> The problem: Among the entries below, how many lines contain the string "nodes"? Only the number, please.

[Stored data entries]

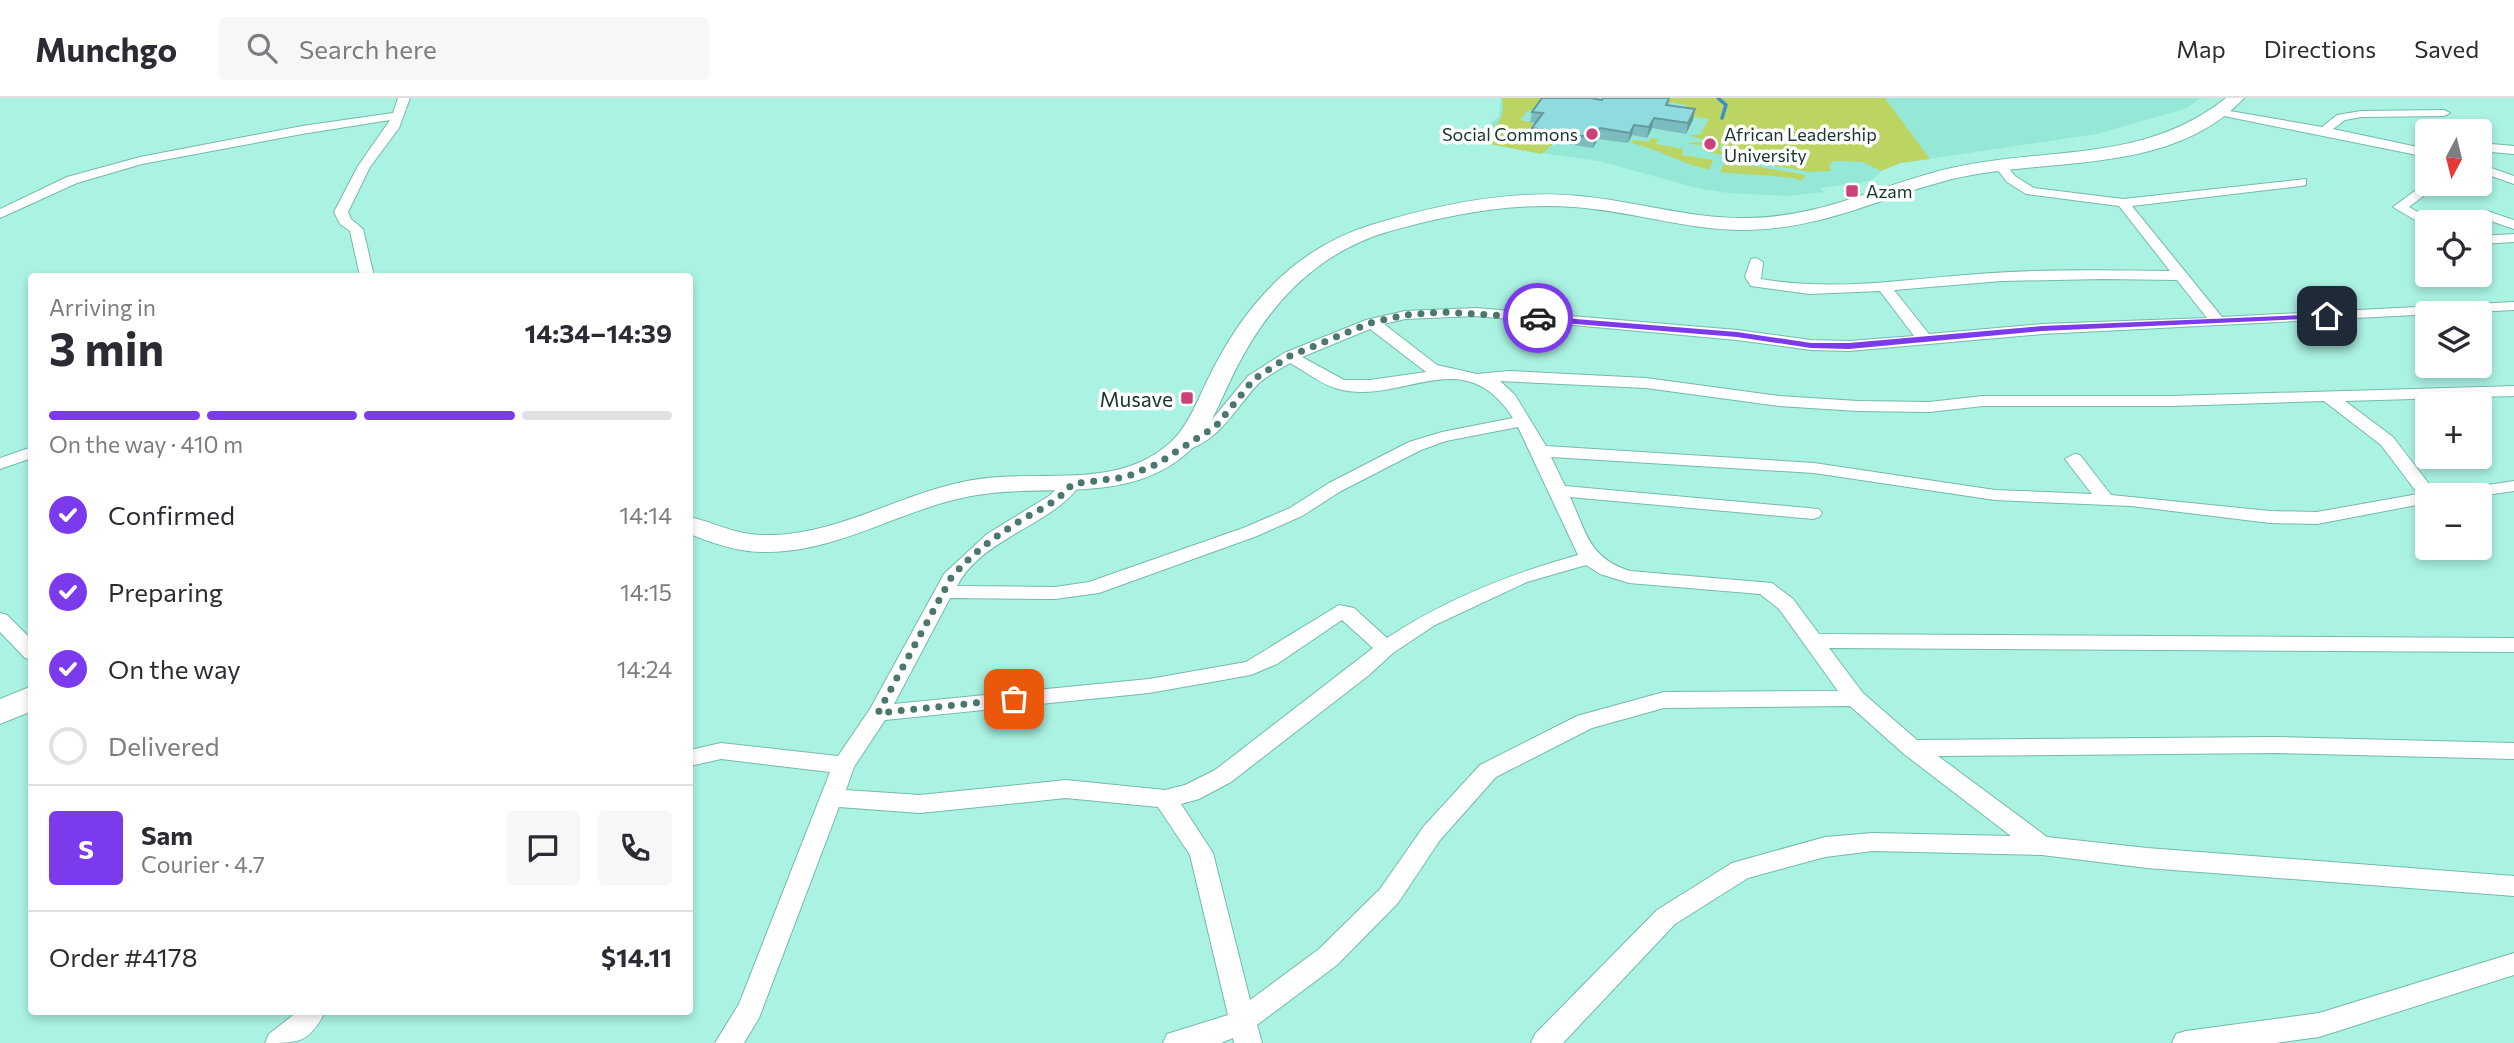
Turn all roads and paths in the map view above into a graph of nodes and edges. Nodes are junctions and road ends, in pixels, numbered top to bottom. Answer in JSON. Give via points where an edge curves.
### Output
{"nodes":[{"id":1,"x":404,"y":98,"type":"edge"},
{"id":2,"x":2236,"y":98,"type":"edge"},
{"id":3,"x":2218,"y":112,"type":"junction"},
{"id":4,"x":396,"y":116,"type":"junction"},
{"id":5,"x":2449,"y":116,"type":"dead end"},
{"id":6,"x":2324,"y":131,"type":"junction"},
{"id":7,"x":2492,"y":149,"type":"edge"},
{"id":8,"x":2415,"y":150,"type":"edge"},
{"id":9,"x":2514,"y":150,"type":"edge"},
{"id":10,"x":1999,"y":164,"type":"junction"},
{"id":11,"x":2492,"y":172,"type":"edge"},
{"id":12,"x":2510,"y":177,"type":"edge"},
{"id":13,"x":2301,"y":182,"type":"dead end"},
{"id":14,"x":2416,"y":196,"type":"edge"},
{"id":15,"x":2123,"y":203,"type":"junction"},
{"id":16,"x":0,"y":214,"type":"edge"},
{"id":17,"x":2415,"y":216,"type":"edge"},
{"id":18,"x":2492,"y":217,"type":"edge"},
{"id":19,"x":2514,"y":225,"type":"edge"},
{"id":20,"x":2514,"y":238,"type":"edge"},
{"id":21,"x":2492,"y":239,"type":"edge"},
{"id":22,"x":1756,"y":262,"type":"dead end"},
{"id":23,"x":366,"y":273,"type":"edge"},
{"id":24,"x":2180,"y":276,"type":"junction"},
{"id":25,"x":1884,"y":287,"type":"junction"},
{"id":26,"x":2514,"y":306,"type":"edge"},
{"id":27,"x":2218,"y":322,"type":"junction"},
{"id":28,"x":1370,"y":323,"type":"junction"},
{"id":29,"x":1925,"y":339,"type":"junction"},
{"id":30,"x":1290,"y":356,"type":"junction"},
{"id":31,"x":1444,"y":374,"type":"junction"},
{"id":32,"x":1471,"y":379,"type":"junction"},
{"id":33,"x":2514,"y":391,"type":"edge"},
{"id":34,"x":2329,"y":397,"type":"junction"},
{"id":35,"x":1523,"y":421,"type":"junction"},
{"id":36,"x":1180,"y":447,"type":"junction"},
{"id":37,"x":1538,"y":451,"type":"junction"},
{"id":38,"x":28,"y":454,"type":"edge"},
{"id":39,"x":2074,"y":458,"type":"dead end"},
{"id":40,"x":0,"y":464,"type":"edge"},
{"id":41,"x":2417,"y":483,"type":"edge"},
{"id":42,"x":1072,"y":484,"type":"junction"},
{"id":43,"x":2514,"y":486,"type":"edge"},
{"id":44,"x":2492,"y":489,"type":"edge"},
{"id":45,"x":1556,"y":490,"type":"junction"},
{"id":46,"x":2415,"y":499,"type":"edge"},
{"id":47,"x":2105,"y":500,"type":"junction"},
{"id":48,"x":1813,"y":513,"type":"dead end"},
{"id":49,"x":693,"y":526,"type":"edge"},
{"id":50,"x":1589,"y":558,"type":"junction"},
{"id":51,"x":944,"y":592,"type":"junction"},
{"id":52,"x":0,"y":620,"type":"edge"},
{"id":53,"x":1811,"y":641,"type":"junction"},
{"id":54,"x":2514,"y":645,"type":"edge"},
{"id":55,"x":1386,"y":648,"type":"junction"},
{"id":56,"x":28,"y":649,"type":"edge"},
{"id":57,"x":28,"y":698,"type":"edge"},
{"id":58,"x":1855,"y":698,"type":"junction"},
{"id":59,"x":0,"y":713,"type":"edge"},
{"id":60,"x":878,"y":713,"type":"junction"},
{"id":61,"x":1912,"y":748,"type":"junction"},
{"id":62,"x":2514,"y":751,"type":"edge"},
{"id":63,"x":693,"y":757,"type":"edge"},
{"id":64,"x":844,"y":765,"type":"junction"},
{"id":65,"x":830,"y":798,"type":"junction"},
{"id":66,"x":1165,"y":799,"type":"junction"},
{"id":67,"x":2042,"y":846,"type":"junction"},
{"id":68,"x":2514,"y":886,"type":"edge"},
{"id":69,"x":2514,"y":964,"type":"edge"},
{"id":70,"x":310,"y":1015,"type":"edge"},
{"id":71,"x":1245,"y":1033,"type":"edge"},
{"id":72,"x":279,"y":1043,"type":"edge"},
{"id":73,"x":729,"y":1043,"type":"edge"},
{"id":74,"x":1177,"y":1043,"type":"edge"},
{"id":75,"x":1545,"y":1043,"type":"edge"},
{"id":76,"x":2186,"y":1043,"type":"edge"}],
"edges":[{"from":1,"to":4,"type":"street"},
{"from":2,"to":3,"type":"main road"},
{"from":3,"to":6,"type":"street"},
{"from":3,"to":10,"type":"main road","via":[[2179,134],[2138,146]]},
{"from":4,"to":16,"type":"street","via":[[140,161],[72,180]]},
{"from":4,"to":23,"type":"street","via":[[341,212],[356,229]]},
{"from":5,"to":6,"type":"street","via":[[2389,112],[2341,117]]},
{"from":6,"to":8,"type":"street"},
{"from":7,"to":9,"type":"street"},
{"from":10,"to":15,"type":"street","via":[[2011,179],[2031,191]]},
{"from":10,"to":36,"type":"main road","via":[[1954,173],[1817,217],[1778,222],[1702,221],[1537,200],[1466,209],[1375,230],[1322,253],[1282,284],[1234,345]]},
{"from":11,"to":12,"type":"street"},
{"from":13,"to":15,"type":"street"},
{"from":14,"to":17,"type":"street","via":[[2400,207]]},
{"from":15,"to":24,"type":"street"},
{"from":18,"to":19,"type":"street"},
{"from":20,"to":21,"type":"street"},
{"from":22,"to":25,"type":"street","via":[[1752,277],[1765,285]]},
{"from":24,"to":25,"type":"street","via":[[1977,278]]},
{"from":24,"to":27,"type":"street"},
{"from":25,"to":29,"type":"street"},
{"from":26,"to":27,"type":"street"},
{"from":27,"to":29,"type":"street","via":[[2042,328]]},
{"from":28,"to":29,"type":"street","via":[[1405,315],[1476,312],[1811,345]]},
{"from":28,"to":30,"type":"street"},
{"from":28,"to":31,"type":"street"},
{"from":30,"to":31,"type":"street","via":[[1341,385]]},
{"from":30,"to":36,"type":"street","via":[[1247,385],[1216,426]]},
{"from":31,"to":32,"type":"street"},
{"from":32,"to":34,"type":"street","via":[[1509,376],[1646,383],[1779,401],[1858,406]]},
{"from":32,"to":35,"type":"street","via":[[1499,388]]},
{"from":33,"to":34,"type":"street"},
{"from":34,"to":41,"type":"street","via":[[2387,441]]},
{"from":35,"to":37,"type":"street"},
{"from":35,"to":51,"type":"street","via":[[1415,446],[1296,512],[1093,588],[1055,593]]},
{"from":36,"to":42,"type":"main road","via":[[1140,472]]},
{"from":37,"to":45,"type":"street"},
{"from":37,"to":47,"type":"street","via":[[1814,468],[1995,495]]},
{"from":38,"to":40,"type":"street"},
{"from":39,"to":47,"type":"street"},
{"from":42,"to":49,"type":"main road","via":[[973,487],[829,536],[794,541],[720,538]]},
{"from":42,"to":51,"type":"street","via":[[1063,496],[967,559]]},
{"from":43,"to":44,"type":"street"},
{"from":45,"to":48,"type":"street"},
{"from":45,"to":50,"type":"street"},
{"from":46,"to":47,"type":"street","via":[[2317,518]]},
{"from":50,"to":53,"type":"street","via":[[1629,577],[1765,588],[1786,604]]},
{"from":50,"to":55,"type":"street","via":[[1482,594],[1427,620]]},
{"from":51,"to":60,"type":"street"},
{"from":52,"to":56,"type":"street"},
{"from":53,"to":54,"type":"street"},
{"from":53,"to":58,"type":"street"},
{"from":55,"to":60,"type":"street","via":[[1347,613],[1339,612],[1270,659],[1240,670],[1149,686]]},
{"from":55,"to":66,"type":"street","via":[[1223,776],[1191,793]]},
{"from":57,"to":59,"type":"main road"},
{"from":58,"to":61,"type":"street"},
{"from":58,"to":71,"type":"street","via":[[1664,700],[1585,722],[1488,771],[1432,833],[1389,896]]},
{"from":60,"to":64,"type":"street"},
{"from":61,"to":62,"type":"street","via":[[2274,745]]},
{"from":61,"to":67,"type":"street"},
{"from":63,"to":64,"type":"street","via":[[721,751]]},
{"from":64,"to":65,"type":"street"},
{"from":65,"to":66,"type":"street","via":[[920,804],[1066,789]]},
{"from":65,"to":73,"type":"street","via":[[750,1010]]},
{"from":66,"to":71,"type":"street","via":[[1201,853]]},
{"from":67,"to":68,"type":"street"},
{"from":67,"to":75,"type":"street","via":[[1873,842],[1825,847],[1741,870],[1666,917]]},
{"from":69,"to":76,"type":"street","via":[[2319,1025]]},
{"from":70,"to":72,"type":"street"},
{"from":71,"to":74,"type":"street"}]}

> Final answer: 2